Hace ya unos cuantos años que Ana Isabel tuvo que aprender a (no) mirar. Mientras, su vida transcurrió con la "normalidad" de una niña de apenas ocho años que fue diagnosticada de miopía tras pasar el sarampión. Los estudios, la independencia, su pareja y tres embarazos tras los que veía "cada vez peor" fueron el origen del diagnóstico: una lesión macular degenerativa.


"Mira, aquí probablemente está el Mesón Castellano y aquí, a la derecha, hay unos bancos, los de toda la vida, de hormigón. ¡Anda que no me he sentado ahí veces!", recuerda. El truco es el oído, también el olfato y sus recuerdos. "Supongo que me he quedado con lo mejor de muchas cosas", asegura, quizá consciente de ese valor añadido -por llamarlo de alguna manera- de que para ella "el árbol de la música siempre será el árbol de la música".

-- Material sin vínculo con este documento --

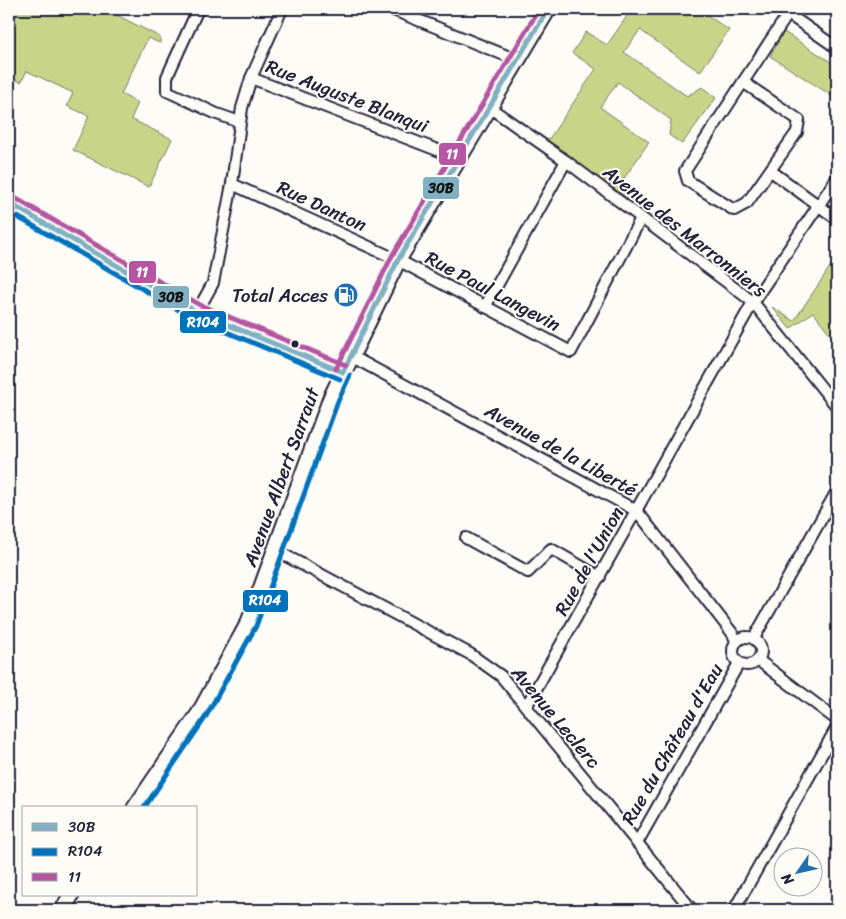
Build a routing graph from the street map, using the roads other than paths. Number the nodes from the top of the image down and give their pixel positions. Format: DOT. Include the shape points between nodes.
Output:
graph roads {
  1 [pos="198,9"];
  2 [pos="282,9"];
  3 [pos="391,9"];
  4 [pos="548,9"];
  5 [pos="785,11"];
  6 [pos="837,48"];
  7 [pos="516,60"];
  8 [pos="251,78"];
  9 [pos="743,82"];
  10 [pos="489,107"];
  11 [pos="240,122"];
  12 [pos="458,158"];
  13 [pos="566,161"];
  14 [pos="771,171"];
  15 [pos="837,178"];
  16 [pos="232,184"];
  17 [pos="9,203"];
  18 [pos="818,206"];
  19 [pos="641,218"];
  20 [pos="837,219"];
  21 [pos="398,260"];
  22 [pos="753,302"];
  23 [pos="484,307"];
  24 [pos="197,312"];
  25 [pos="351,356"];
  26 [pos="343,372"];
  27 [pos="837,407"];
  28 [pos="837,491"];
  29 [pos="637,511"];
  30 [pos="466,538"];
  31 [pos="275,550"];
  32 [pos="600,577"];
  33 [pos="754,638"];
  34 [pos="736,641"];
  35 [pos="758,660"];
  36 [pos="739,663"];
  37 [pos="527,705"];
  38 [pos="837,720"];
  39 [pos="837,727"];
  40 [pos="135,806"];
  41 [pos="637,843"];
  42 [pos="70,896"];
  43 [pos="63,910"];
  44 [pos="692,910"];
  45 [pos="734,910"];
  1 -- 11 [label="street" via="167,77 167,90"];
  2 -- 8 [label="street"];
  3 -- 7 [label="street"];
  4 -- 7 [label="street, Avenue Albert Sarraut"];
  5 -- 6 [label="street"];
  5 -- 9 [label="street"];
  7 -- 10 [label="street, Avenue Albert Sarraut"];
  8 -- 11 [label="street"];
  8 -- 12 [label="street, Rue Auguste Blanqui"];
  9 -- 14 [label="street" via="799,120 797,132"];
  9 -- 14 [label="street" via="685,171 688,181 734,210 747,203"];
  10 -- 12 [label="street, Avenue Albert Sarraut"];
  10 -- 13 [label="street, Avenue des Marronniers"];
  11 -- 16 [label="street"];
  12 -- 21 [label="street, Avenue Albert Sarraut"];
  13 -- 19 [label="street, Avenue des Marronniers"];
  13 -- 23 [label="street"];
  14 -- 18 [label="street"];
  15 -- 18 [label="street, Rue de l'Union"];
  16 -- 21 [label="street, Rue Danton"];
  16 -- 24 [label="street" via="213,283"];
  17 -- 24 [label="street"];
  18 -- 20 [label="street"];
  18 -- 22 [label="street, Rue de l'Union"];
  19 -- 22 [label="street, Avenue des Marronniers"];
  19 -- 23 [label="street, Rue Paul Langevin" via="571,352"];
  21 -- 23 [label="street, Rue Paul Langevin"];
  21 -- 25 [label="street, Avenue Albert Sarraut"];
  22 -- 27 [label="street, Avenue des Marronniers"];
  22 -- 29 [label="street, Rue de l'Union"];
  24 -- 26 [label="street"];
  25 -- 26 [label="street, Avenue Albert Sarraut"];
  25 -- 29 [label="street, Avenue de la Liberté"];
  26 -- 31 [label="street, Avenue Albert Sarraut"];
  28 -- 33 [label="street"];
  29 -- 32 [label="street, Rue de l'Union"];
  29 -- 34 [label="street, Avenue de la Liberté"];
  30 -- 32 [label="street" via="528,572 551,549"];
  31 -- 37 [label="street, Avenue Leclerc" via="470,654 501,676"];
  31 -- 40 [label="street, Avenue Albert Sarraut" via="249,622 199,714"];
  32 -- 37 [label="street, Rue de l'Union"];
  33 -- 34 [label="street" via="742,637"];
  33 -- 35 [label="street" via="761,651"];
  34 -- 36 [label="street" via="732,650"];
  35 -- 36 [label="street" via="751,664"];
  35 -- 38 [label="street"];
  36 -- 41 [label="street, Rue du Château d'Eau"];
  37 -- 41 [label="street, Avenue Leclerc"];
  39 -- 45 [label="street"];
  41 -- 44 [label="street, Avenue Leclerc"];
  42 -- 43 [label="street"];
}
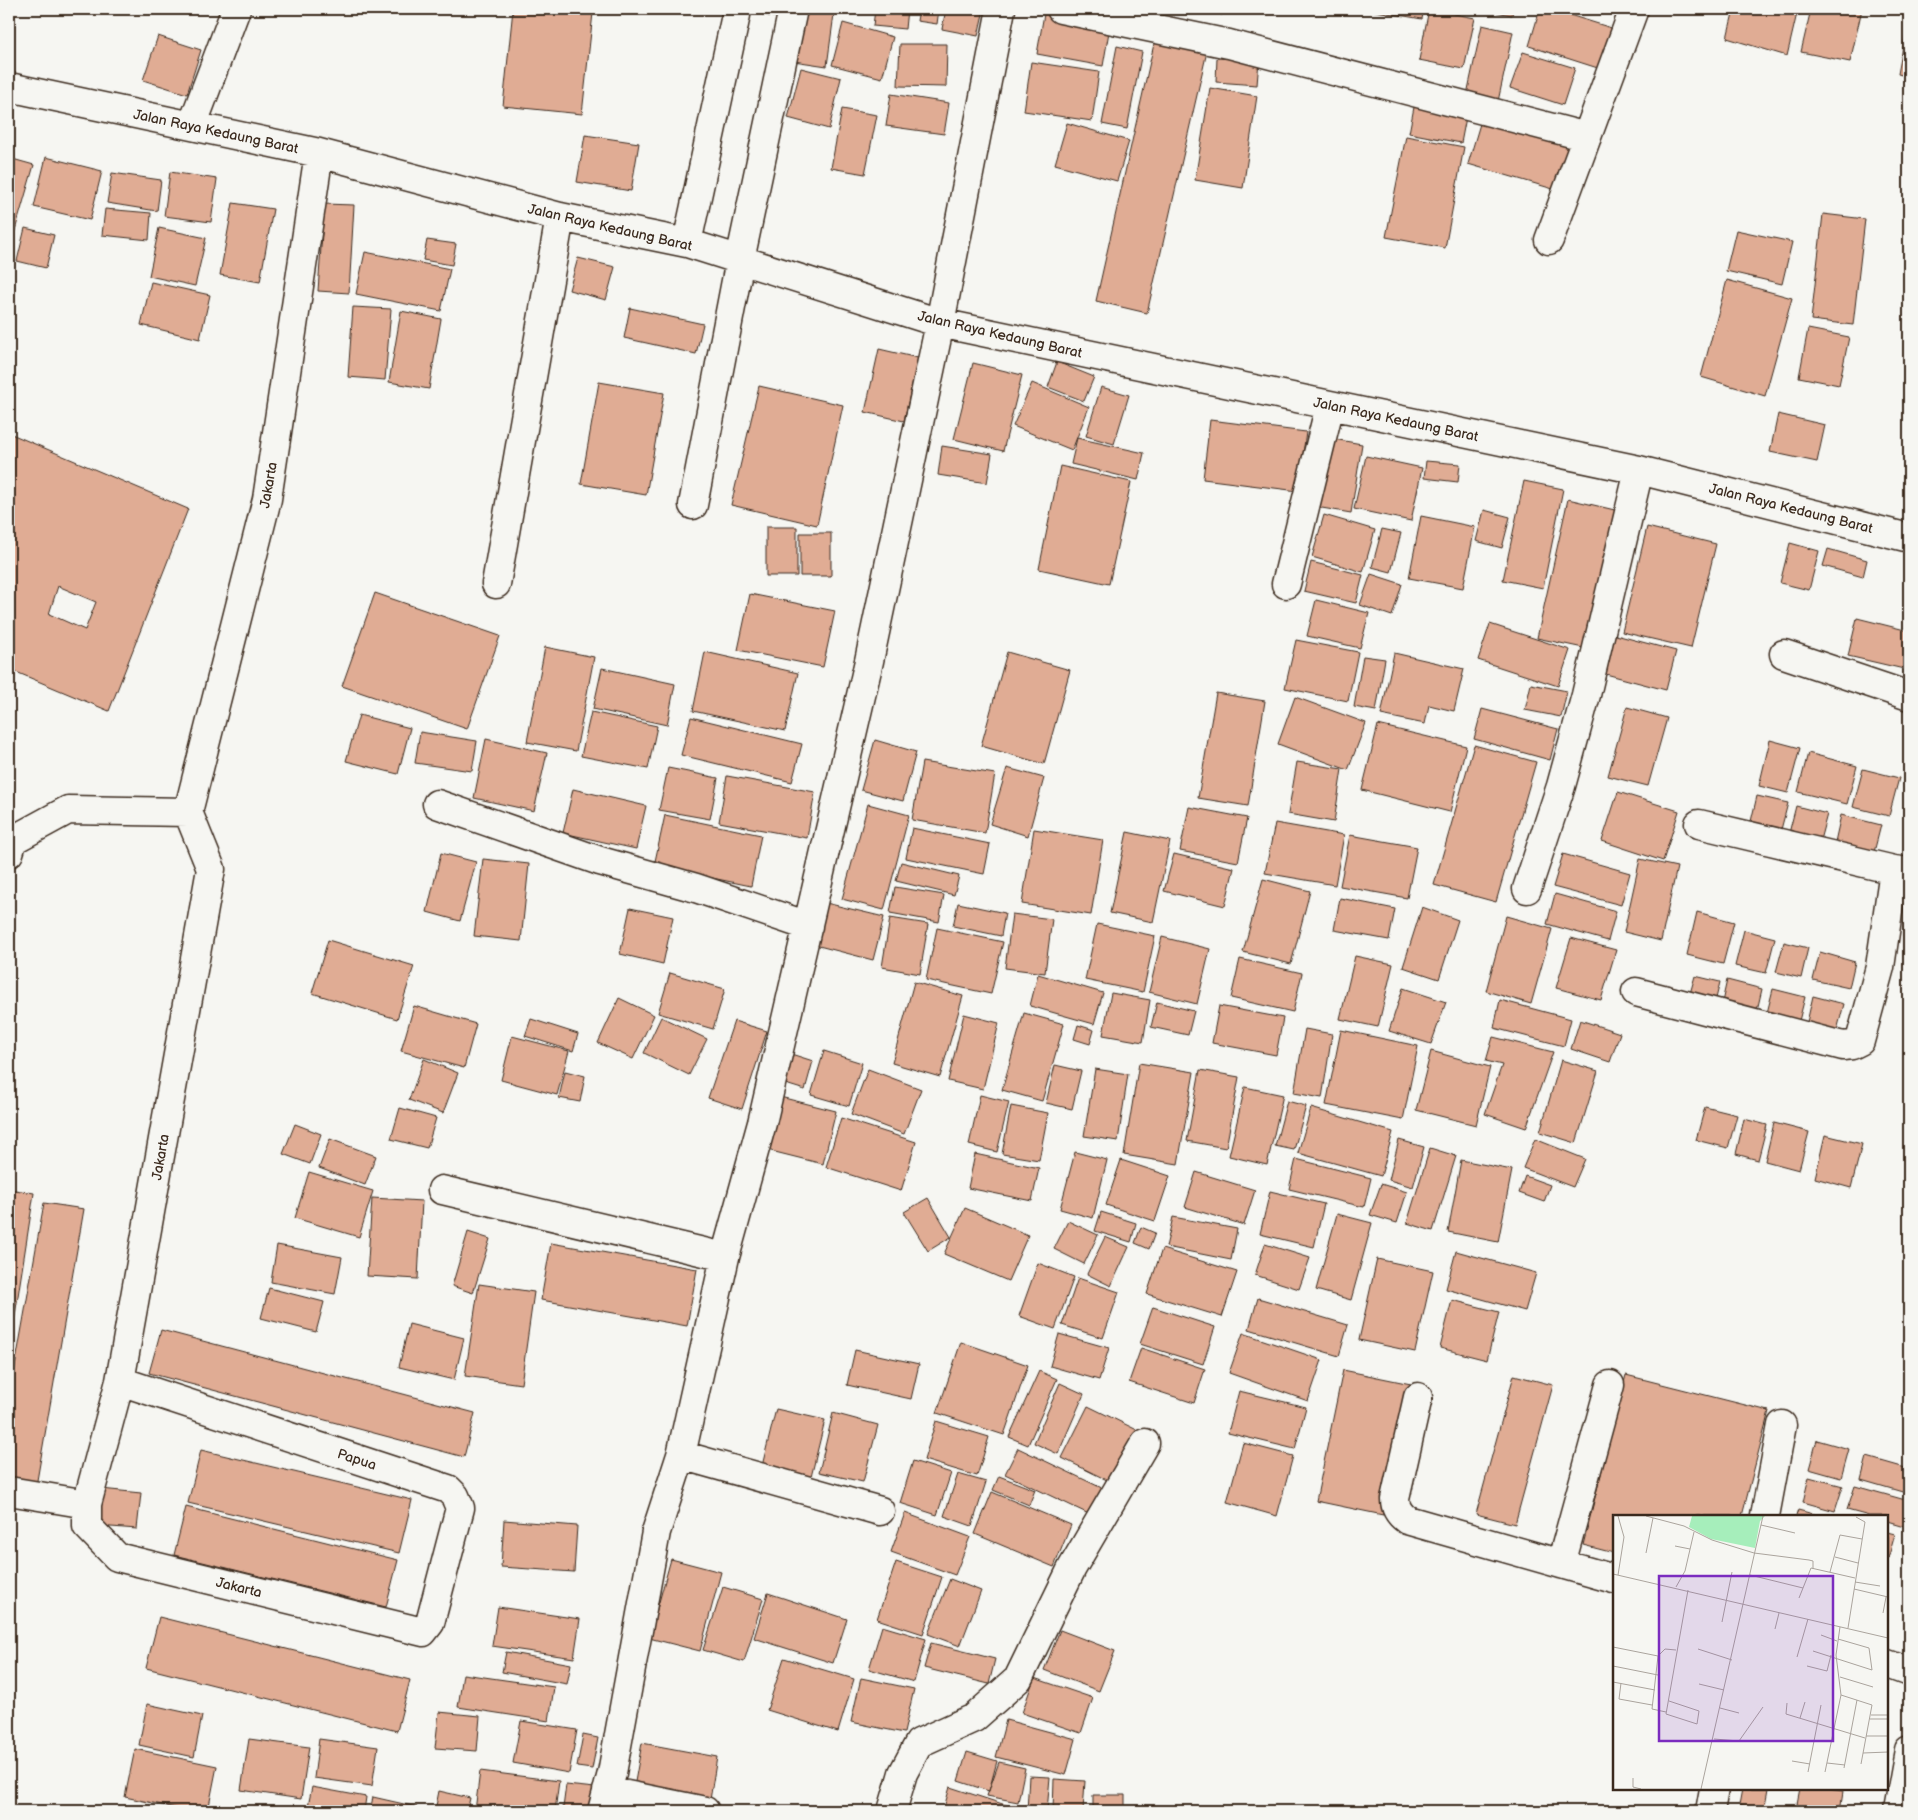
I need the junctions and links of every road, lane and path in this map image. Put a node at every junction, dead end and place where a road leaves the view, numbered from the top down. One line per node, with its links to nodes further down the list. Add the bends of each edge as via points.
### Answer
1 (236, 9): 8 (street)
2 (793, 9): 14 (street)
3 (1001, 9): 15 (street)
4 (1061, 9): 9 (street, via 1229,44)
5 (1634, 9): 9 (street)
6 (736, 15): 13 (street)
7 (9, 87): 8 (street, Jalan Raya Kedaung Barat)
8 (192, 126): 10 (street, Jalan Raya Kedaung Barat)
9 (1587, 137): 12 (street)
10 (319, 153): 11 (street, Jalan Raya Kedaung Barat); 25 (street, Jakarta, via 267,499)
11 (560, 217): 13 (street, Jalan Raya Kedaung Barat); 20 (street)
12 (1549, 240)
13 (687, 243): 14 (street, Jalan Raya Kedaung Barat)
14 (740, 260): 15 (street, Jalan Raya Kedaung Barat); 18 (street)
15 (940, 323): 16 (street, Jalan Raya Kedaung Barat); 30 (street, via 871,651)
16 (1330, 405): 17 (street, Jalan Raya Kedaung Barat); 21 (street)
17 (1639, 470): 19 (street, Jalan Raya Kedaung Barat); 29 (street, via 1584,704)
18 (693, 505)
19 (1909, 538)
20 (496, 584)
21 (1286, 584)
22 (1784, 654): 23 (street)
23 (1909, 696)
24 (437, 804): 30 (street, via 600,861 696,888)
25 (188, 812): 27 (street, via 68,810 14,840); 34 (street, Jakarta, via 211,869)
26 (1699, 824): 28 (street)
27 (9, 853)
28 (1901, 871): 31 (street, via 1860,1041 1852,1045 1843,1046)
29 (1527, 889)
30 (808, 926): 33 (street, via 762,1123)
31 (1636, 992)
32 (442, 1190): 33 (street)
33 (725, 1257): 39 (street)
34 (120, 1381): 41 (street, Jakarta); 46 (street, Papua, via 448,1489 460,1508 430,1623)
35 (1610, 1385): 44 (street)
36 (1418, 1397): 44 (street, via 1395,1499 1402,1516)
37 (1782, 1425): 43 (street)
38 (1145, 1444): 53 (street, via 1072,1568 1018,1679 974,1718 919,1743 903,1773)
39 (681, 1455): 42 (street); 51 (street, via 656,1532)
40 (9, 1491): 41 (street)
41 (87, 1504): 46 (street, Jakarta, via 87,1526 117,1557)
42 (880, 1511)
43 (1764, 1515)
44 (1561, 1564): 45 (street)
45 (1613, 1579)
46 (423, 1632)
47 (1888, 1664): 48 (street)
48 (1909, 1672)
49 (1909, 1750): 55 (street)
50 (1714, 1790): 54 (street)
51 (604, 1801): 52 (street)
52 (705, 1811)
53 (892, 1811)
54 (1710, 1811)
55 (1898, 1811)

Avanzamos ahora hacia el paseo del Espolón y confiesa que desde que se hizo peatonal pierde "la noción del espacio". Resulta que el ruido de los coches, los frenazos, algún que otro pito airado... le ayudaban bastante más que los gritos inquietos que prolifera un grupo de niños que ahora está jugando al balón. Faith duda, "porque todavía no conoce bien esta zona", pero cuando parece que va directa hacia una de las farolas, gira levemente y Ana Isabel la sortea. "¡Right, Faith!", espeta en el perfecto inglés en el que la perra ha sido instruida, y el can toma el rumbo indicado. Se hace increíble.

"Sí, sí, tú pregúntame", dice despreocupada y con una naturalidad que atenaza cuando nota que dudo un poco. La seguridad, toda aquella que ya tenía en sí misma y la que ha aportado Faith, es "clave". Para todo. Desde ese instante en el que el can para en seco cuando ve a una pequeña dirigir sin control su bicicleta hacia Ana Isabel, hasta esa iniciativa que parece inherente al día a día.

Es la primera tarde soleada de marzo y, mientras lo pienso a su lado, dice: "Yo ya no veo nada, no sé dónde estás si no es por la voz, solo percibo si hay o no hay luz o el calorcito del sol". Y sonríe cuando comentamos que los perros suelen poner cara triste si no consiguen lo que quieren. "Que ponga la cara que quiera, yo no la veo...", bromea.

Hace tiempo que Ana Isabel ve todo negro, menos el futuro.